**Requirement**
Write out each line of the entries below that holds the word "West".

[Data items]
• • • •

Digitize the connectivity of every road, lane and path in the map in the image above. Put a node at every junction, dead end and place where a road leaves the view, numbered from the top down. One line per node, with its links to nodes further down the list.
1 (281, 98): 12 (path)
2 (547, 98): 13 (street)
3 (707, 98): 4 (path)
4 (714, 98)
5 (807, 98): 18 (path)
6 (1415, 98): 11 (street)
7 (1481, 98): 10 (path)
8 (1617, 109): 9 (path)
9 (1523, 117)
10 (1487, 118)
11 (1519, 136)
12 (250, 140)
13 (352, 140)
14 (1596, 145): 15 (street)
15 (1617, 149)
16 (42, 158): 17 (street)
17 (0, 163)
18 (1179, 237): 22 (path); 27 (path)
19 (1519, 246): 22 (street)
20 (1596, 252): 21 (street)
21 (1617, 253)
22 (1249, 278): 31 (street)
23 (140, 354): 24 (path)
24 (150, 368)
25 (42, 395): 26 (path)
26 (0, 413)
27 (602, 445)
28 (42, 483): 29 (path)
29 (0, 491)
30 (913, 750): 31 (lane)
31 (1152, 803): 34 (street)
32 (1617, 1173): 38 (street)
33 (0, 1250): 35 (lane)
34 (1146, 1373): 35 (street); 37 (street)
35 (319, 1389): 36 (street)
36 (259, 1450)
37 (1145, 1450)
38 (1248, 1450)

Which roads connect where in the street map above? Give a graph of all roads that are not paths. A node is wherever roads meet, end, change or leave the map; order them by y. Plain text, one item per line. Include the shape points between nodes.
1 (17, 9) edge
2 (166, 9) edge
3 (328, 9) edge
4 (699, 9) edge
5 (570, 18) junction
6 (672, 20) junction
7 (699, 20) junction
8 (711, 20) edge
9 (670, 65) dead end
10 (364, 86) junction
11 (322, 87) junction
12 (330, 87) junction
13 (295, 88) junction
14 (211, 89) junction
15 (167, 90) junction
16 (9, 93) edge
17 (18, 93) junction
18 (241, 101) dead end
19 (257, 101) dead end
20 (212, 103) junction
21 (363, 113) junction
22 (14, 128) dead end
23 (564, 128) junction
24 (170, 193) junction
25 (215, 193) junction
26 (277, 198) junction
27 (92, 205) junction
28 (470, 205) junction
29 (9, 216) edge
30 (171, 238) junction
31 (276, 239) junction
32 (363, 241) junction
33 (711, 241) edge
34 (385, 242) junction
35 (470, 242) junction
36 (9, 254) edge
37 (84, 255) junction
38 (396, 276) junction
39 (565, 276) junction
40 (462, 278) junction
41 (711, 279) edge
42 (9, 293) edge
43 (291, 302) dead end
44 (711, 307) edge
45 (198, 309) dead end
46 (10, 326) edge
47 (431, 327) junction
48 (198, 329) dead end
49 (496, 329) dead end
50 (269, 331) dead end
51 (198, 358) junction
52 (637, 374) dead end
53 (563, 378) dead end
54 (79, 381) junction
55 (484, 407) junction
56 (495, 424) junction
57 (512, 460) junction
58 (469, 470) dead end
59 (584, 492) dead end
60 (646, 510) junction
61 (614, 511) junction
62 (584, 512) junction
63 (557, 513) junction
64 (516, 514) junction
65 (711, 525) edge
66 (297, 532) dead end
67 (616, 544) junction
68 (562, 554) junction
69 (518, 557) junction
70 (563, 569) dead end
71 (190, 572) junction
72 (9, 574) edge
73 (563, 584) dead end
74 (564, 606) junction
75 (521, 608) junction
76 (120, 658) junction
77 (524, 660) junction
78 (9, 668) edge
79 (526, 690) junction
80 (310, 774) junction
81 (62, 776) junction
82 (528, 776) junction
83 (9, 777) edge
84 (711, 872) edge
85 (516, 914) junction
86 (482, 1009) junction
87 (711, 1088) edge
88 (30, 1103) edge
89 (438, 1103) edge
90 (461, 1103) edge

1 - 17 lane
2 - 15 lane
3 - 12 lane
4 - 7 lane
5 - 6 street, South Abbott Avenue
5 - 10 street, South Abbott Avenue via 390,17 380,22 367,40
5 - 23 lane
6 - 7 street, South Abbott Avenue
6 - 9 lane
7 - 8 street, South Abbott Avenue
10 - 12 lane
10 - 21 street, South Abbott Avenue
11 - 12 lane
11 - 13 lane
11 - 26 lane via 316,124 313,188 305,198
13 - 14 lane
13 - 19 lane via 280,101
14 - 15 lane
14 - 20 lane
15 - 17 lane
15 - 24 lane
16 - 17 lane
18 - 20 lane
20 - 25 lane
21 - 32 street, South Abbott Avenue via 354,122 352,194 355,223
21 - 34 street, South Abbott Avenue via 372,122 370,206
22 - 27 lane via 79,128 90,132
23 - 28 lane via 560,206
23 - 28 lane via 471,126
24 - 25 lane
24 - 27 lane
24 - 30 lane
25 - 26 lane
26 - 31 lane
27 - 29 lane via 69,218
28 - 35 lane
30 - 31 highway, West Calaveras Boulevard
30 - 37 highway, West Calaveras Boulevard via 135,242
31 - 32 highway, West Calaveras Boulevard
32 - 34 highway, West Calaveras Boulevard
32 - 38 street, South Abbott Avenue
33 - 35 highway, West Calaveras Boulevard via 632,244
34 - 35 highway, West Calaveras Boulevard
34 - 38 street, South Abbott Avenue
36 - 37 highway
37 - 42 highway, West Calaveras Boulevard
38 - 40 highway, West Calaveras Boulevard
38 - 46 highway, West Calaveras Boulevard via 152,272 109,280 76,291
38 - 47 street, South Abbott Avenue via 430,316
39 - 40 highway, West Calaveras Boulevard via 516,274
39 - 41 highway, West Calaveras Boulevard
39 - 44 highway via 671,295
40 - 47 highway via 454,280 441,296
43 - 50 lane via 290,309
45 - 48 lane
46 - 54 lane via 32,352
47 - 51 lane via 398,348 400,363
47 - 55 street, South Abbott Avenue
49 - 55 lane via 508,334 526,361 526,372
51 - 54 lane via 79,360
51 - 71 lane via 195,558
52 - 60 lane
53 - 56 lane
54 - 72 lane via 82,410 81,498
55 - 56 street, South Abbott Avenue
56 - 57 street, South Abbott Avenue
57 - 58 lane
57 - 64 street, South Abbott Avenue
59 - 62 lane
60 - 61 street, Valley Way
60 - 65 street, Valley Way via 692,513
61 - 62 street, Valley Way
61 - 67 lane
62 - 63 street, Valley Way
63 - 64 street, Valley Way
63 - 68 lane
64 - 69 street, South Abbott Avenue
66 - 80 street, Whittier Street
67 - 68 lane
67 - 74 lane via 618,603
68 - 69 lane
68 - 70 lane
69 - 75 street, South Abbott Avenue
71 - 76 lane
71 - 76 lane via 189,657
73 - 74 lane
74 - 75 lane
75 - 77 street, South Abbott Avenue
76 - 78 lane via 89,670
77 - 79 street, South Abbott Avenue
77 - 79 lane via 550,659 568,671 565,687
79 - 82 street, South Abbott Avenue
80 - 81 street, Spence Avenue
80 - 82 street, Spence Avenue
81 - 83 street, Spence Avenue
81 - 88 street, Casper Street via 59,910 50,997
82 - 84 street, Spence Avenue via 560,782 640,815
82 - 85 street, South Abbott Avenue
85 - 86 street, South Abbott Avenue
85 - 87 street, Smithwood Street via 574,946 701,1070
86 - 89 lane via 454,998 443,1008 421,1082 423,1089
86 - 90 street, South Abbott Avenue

• • • •

**Task solution**
30 - 31 highway, West Calaveras Boulevard
30 - 37 highway, West Calaveras Boulevard via 135,242
31 - 32 highway, West Calaveras Boulevard
32 - 34 highway, West Calaveras Boulevard
33 - 35 highway, West Calaveras Boulevard via 632,244
34 - 35 highway, West Calaveras Boulevard
37 - 42 highway, West Calaveras Boulevard
38 - 40 highway, West Calaveras Boulevard
38 - 46 highway, West Calaveras Boulevard via 152,272 109,280 76,291
39 - 40 highway, West Calaveras Boulevard via 516,274
39 - 41 highway, West Calaveras Boulevard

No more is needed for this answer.